-- Task --
This calls for a word-for-word copy of all the data, with each picture removed.

-- Provided entries --
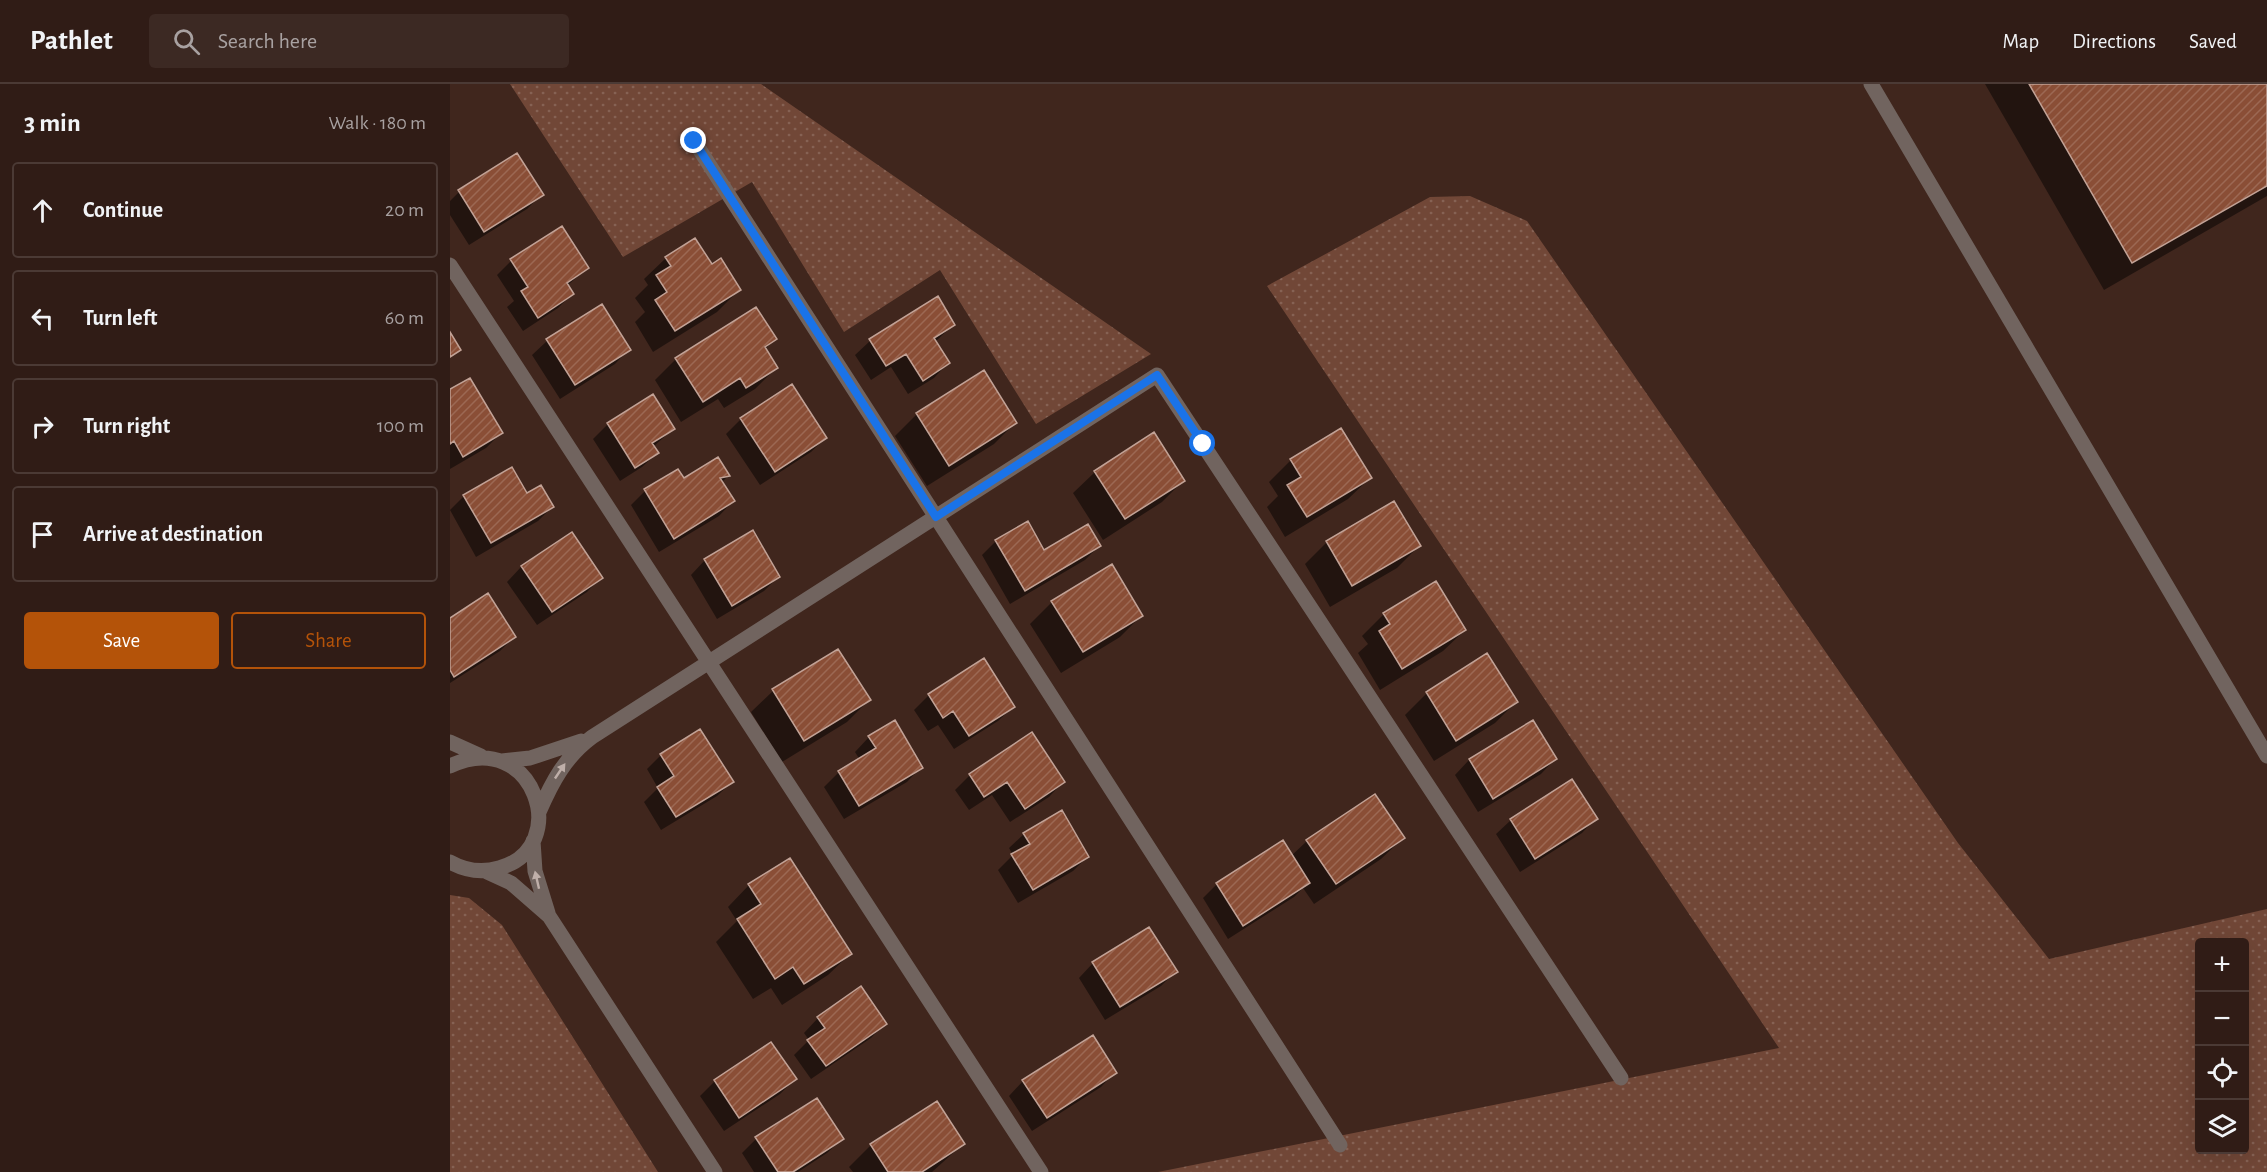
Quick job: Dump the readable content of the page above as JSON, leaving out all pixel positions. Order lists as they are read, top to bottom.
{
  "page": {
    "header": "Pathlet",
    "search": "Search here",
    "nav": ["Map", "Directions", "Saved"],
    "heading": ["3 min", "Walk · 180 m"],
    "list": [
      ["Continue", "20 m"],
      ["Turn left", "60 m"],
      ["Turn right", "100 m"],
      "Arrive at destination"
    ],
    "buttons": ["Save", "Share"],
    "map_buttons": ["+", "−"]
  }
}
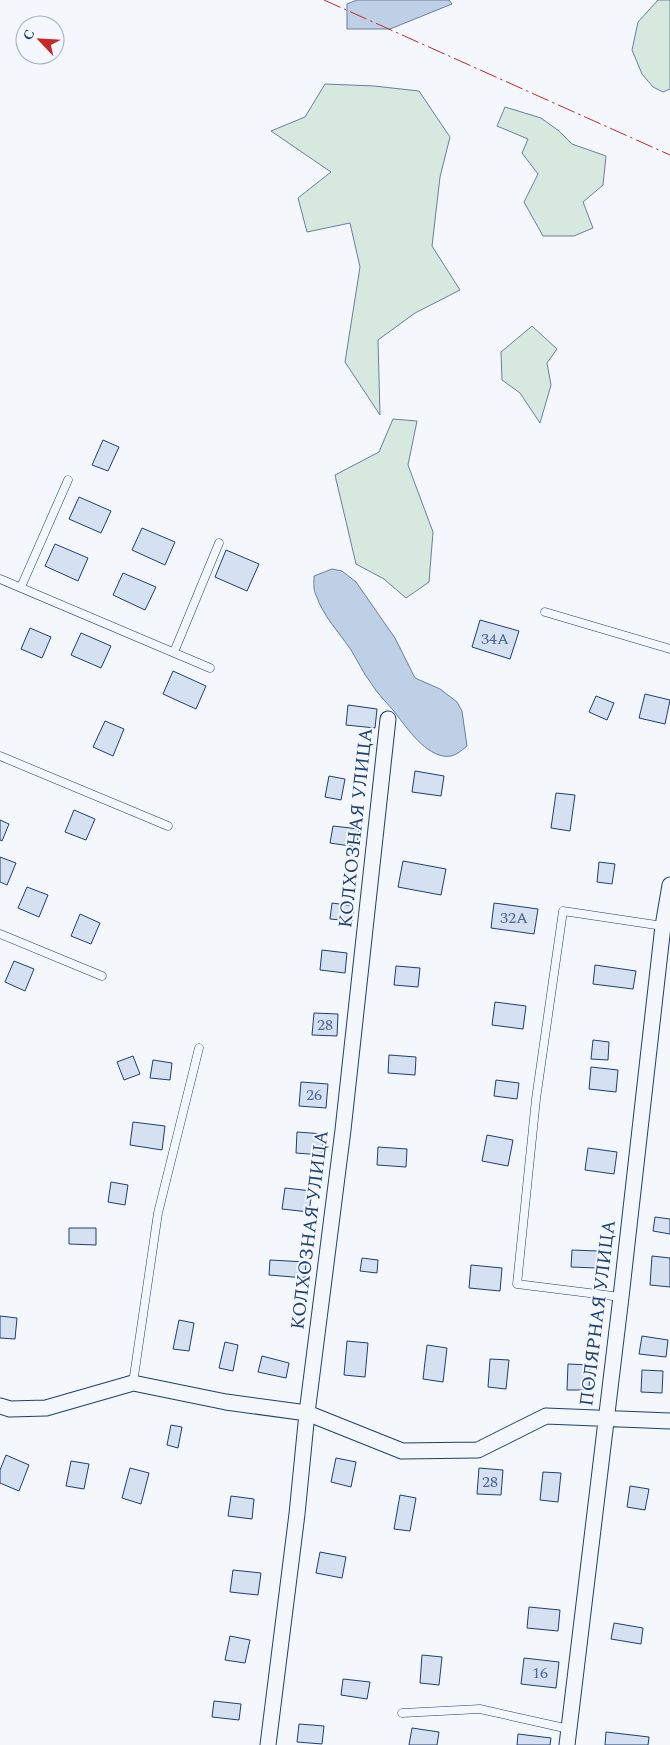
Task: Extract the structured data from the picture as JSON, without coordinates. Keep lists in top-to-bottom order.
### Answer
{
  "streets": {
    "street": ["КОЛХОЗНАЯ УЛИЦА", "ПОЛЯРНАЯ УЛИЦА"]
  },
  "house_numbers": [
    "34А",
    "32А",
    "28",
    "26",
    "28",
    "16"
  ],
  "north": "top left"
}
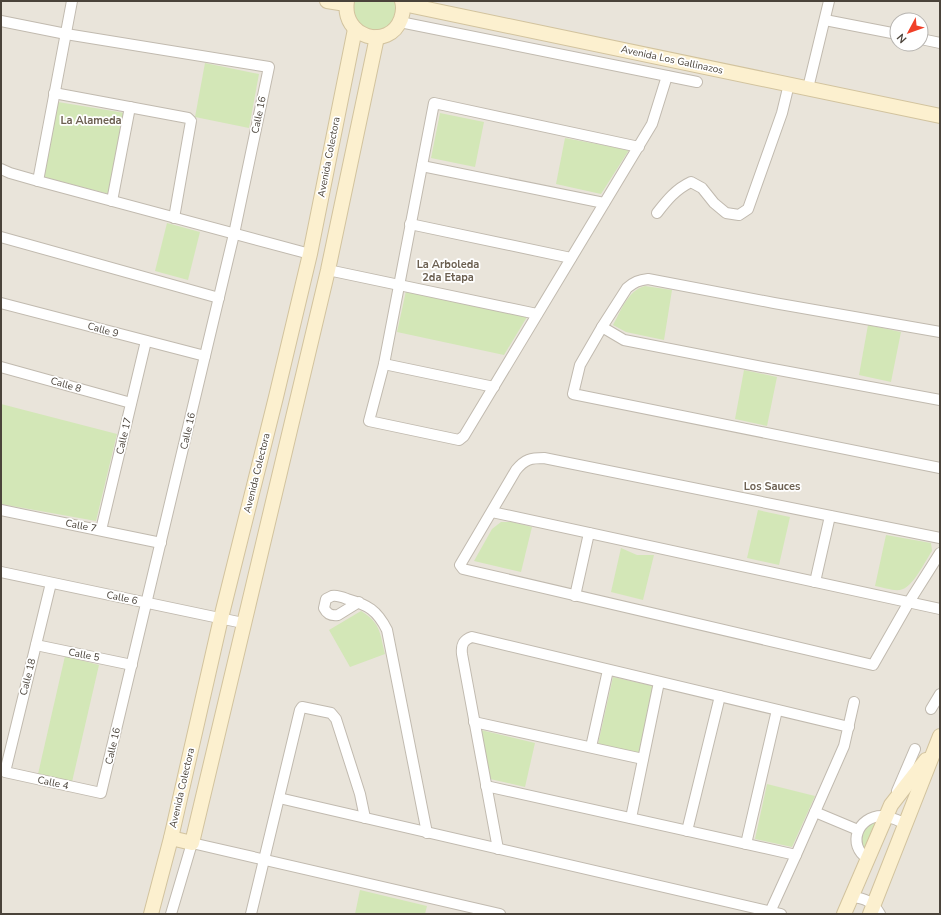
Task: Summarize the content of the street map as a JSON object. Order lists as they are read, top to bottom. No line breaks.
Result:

-- Solution to this exercise --
Quick job: Dump the readable content of the page above as JSON, leaving out all pixel positions. Order lists as they are read, top to bottom.
{
  "page": {
    "header": "Pathlet",
    "search": "Search here",
    "nav": ["Map", "Directions", "Saved"],
    "heading": ["3 min", "Walk · 180 m"],
    "list": [
      ["Continue", "20 m"],
      ["Turn left", "60 m"],
      ["Turn right", "100 m"],
      "Arrive at destination"
    ],
    "buttons": ["Save", "Share"],
    "map_buttons": ["+", "−"]
  }
}
Task: Extract the structured data from the picture as JSON, without coordinates. Keep lists in top-to-bottom order.
### Answer
{
  "streets": {
    "street": ["КОЛХОЗНАЯ УЛИЦА", "ПОЛЯРНАЯ УЛИЦА"]
  },
  "house_numbers": [
    "34А",
    "32А",
    "28",
    "26",
    "28",
    "16"
  ],
  "north": "top left"
}
Task: Summarize the content of the street map as a JSON object. Order lists as they are read, top to bottom. No line breaks.
Result:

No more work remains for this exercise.